I’m frightened, really frightened of this new nudge thing the government are using to experiment on the sick and disabled back to work.
My doctor is fabulous when it comes to my depression or anything I may have, she’s been with me every step of the way concerning getting my physical breakdown diagnosed. She’s been trying to get me higher on the therapy list, and finding alternatives.
I haven’t seen her in a while, and I do need to make an appointment because I think I need stronger antidepressants and to be referred to the assessment team.
But what I have heard about Nudge, it sounds like they are getting doctors involved to find you fit for work, as well as invading in on privacy.
Already feeling pressured to go back to work, and this news makes me frightened and absolutely petrified that they are going to put me in any old job and expect me to work.
I’m afraid of having another breakdown, and then being told I still need to go to work.
A lot of stuff is going around and around in my head, and I’m exhausted from it. I don’t want feel this way, but for me this is a normal part of my life worrying about things.
Not that I don’t want to go back to work, I just want to do it when I am ready. And find a job that is going to be supportive with my needs, and I don’t think the government want that to happen.
They are just going to make us do workfare, this is all just to make us slaves instead of depending on them.
And what about if I need a day off because I am in a bad way depression wise, are they going to make work through that or make me lose my job and be forced into JSA or some kind of reprogramming programme.
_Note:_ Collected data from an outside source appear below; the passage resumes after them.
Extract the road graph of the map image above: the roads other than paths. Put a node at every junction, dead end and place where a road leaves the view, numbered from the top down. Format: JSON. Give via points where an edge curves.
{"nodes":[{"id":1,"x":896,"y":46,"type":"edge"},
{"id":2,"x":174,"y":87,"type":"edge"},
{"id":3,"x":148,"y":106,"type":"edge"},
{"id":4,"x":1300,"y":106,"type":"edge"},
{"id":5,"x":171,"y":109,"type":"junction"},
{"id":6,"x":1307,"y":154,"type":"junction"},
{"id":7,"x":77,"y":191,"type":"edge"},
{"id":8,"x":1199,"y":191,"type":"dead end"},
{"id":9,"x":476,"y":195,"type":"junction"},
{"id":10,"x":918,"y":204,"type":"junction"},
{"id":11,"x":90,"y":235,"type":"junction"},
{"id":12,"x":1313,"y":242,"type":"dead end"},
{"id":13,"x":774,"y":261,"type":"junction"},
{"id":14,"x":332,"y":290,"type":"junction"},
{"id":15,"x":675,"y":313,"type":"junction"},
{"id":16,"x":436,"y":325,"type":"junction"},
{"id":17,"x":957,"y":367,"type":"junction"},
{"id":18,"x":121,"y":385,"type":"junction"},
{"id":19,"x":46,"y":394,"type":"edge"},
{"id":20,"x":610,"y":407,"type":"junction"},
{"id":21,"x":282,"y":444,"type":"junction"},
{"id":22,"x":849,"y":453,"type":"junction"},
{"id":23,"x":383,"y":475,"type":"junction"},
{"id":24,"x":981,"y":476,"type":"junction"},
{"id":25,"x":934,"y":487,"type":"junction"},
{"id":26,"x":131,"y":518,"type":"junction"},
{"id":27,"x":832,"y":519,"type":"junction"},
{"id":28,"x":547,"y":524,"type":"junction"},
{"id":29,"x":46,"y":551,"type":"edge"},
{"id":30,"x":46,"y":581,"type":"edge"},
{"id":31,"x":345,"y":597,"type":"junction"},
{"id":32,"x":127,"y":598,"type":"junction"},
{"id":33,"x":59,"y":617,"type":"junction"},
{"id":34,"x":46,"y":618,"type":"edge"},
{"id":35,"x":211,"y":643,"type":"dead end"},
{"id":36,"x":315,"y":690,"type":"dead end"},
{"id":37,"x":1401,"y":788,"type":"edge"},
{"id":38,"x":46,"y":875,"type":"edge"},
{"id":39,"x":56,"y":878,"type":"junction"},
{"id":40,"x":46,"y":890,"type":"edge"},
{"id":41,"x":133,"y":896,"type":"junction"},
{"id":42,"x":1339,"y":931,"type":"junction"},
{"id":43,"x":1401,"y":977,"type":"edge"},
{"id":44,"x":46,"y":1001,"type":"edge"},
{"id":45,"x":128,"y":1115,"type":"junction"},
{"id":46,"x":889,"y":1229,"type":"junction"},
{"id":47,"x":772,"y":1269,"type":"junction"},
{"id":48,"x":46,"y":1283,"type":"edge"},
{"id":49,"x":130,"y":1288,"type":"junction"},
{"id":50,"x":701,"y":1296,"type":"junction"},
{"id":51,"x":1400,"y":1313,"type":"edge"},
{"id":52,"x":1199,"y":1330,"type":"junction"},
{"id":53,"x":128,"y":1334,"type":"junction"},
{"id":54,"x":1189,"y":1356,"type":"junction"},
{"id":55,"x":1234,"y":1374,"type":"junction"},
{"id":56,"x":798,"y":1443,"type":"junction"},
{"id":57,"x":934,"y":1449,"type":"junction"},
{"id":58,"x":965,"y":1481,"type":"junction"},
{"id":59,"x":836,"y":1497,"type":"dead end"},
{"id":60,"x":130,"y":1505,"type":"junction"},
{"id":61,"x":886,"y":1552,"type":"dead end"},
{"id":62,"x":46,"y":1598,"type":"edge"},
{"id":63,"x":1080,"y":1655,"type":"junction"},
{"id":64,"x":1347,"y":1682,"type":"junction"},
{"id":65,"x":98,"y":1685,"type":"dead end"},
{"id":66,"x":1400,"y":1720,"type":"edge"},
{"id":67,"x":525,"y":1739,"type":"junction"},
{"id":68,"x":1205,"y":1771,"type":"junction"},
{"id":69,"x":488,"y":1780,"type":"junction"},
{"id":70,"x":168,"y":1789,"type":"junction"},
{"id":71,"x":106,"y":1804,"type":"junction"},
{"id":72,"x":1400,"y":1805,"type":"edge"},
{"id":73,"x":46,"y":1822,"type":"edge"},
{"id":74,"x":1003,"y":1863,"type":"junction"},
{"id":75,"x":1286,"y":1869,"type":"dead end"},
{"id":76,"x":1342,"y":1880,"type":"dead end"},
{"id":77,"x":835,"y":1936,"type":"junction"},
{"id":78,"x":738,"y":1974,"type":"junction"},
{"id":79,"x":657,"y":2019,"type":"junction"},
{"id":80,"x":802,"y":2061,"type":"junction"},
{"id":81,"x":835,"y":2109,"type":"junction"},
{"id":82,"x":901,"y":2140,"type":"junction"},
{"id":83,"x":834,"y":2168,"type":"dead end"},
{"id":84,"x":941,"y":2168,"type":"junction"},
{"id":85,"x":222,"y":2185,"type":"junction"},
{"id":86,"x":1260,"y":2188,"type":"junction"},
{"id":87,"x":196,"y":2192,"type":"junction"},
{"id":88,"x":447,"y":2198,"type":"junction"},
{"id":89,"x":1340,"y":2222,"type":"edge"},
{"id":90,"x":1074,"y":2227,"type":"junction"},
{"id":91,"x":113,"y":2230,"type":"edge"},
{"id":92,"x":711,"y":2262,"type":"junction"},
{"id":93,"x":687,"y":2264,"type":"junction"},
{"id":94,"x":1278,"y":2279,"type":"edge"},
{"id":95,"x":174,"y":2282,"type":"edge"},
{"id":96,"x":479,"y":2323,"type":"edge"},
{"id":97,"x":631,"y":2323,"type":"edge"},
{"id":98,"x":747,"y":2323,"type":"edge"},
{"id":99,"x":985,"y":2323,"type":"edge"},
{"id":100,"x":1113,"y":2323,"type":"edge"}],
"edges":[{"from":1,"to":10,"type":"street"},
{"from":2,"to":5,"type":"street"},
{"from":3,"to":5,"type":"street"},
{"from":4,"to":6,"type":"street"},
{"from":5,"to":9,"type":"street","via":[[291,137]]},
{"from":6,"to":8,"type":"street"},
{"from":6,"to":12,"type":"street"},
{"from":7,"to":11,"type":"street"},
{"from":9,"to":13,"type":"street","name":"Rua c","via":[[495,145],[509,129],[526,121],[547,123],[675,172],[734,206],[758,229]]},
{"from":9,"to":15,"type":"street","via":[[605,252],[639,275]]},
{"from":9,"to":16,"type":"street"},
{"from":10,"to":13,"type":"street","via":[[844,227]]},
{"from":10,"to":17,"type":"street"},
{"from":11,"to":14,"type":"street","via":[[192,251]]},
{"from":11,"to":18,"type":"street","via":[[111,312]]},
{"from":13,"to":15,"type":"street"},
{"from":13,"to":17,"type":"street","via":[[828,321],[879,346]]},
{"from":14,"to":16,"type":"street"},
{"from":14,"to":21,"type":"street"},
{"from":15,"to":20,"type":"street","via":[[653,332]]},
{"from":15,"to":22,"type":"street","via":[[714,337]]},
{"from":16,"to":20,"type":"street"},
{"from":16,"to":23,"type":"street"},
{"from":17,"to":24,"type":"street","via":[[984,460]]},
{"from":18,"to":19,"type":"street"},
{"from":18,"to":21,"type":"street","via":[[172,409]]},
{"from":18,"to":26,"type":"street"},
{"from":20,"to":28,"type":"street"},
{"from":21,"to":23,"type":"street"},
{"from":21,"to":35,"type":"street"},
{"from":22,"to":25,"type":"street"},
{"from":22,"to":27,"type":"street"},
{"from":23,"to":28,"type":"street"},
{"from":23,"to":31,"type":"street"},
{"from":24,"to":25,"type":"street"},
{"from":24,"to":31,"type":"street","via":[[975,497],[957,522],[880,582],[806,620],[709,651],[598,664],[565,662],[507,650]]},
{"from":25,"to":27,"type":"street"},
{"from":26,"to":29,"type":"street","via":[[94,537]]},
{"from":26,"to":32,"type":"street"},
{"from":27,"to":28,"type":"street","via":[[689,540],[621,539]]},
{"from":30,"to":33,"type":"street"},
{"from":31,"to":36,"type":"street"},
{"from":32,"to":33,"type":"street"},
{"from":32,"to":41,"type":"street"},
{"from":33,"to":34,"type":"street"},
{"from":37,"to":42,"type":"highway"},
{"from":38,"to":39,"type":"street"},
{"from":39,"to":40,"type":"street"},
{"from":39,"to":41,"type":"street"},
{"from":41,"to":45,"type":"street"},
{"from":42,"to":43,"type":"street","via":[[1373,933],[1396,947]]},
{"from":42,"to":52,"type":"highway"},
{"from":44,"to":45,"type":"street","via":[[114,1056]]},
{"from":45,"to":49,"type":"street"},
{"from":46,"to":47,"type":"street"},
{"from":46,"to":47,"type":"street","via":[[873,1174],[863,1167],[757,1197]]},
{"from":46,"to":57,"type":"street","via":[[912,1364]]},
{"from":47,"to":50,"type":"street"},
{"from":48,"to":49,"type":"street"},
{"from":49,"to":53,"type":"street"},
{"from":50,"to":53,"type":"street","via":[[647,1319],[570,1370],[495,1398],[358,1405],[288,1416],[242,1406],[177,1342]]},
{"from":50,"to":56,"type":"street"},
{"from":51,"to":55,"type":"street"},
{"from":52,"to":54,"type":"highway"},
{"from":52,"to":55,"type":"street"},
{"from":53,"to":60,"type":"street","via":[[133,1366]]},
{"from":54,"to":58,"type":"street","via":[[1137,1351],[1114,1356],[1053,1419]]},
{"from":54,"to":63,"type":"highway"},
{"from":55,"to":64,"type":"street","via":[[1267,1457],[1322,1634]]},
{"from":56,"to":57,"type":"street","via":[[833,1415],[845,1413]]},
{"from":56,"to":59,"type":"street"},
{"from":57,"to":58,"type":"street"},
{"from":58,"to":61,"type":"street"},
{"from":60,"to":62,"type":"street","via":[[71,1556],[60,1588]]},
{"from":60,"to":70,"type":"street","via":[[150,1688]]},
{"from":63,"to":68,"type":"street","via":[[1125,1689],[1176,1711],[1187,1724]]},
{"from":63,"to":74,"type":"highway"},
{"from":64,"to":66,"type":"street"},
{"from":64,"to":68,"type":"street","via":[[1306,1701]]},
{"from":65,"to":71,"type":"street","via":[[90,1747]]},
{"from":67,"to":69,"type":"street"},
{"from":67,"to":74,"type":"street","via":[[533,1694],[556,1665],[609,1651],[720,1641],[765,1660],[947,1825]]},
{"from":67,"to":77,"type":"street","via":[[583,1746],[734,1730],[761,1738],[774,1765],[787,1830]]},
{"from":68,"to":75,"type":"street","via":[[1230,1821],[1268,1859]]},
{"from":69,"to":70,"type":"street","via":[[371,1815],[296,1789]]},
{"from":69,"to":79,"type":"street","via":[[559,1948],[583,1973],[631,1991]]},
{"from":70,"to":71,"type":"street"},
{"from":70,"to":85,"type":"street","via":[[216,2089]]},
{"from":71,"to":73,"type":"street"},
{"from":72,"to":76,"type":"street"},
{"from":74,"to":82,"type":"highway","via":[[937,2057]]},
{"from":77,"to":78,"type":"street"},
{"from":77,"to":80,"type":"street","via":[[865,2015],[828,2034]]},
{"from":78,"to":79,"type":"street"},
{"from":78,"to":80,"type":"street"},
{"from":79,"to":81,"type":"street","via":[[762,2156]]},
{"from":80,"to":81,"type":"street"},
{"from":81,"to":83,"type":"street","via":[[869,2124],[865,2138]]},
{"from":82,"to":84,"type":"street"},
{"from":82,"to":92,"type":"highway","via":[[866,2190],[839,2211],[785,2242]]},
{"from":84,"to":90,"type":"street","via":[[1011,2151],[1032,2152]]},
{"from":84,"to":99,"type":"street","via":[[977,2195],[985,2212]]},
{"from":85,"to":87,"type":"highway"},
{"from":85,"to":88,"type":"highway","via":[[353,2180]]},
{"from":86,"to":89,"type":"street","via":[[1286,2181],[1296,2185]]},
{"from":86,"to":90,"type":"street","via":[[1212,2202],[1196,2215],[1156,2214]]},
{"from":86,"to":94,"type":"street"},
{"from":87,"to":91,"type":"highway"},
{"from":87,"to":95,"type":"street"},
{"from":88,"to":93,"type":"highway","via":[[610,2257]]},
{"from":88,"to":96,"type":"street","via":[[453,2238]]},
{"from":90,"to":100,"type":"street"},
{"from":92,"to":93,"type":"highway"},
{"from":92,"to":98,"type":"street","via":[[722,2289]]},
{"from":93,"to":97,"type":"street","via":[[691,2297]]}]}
It sounds like they are not giving us all the details, and there are more sinister things ahead. As if they have plans for horrible things to happen if you don’t comply, and I’m guessing these involve no money, starving to death, prison, concentration camps.
I’m still suicidal and I want to get out of here, but at the same time I know this is what they want from me.
There is the fact that I to fight them, only I am so exhausted, and as u have said before I am loosing a little bit of fight everyday.
I don’t know what I can do to help stop this, I want to though.
Sorry for the lack of blogging and reblogging yesterday, I had such an awful day.
It was one of those days when you feel surrounded, and not only that, but people are laughing at you.
My paranoia has been slowly getting worse since joining Maximus, Mind are right, it does does make people with mental health problems worse.
I didn’t even play in my dungeons and dragons group last night either, I just was quiet and let everyone else do what they had to do.
The government have no right psychologically torturing people, especially those with mental health problems.
They take away our treatment, they make us do WRAG Workshops that adresses nothing. All because they want more money, in Gideon’s case, more money for drugs.
I like many with mental health problems are nearly ten seconds away from ending it all, we’re unwell and feel we have nowhere to turn to.
It’s as if we are being punished for what we have wrong with us, like they want us to work away our conditions, because apparently work cures all.
It amazes me how much the Tories are still in the dark ages when it comes to mental health, are they really that thick or is it ignorance?
I have I no idea, however what I do know is that I am losing my fight. Today I have a little fight, but yesterday I lost all hope.
I did comment on one blog post, which I think might be relevant here, and sorry if this blog sounds rude.
All I want in life is to be as independent as I can, have a supported housing, and a job where I won’t be stigmatized with someone going to and from work with me.
I know this probably sounds like a waste of tax payers money, and rather selfish.
I know the Tories would make it seem that way.
The Tories are evil, they sold their souls to the devil ages ago. We need to get them out now!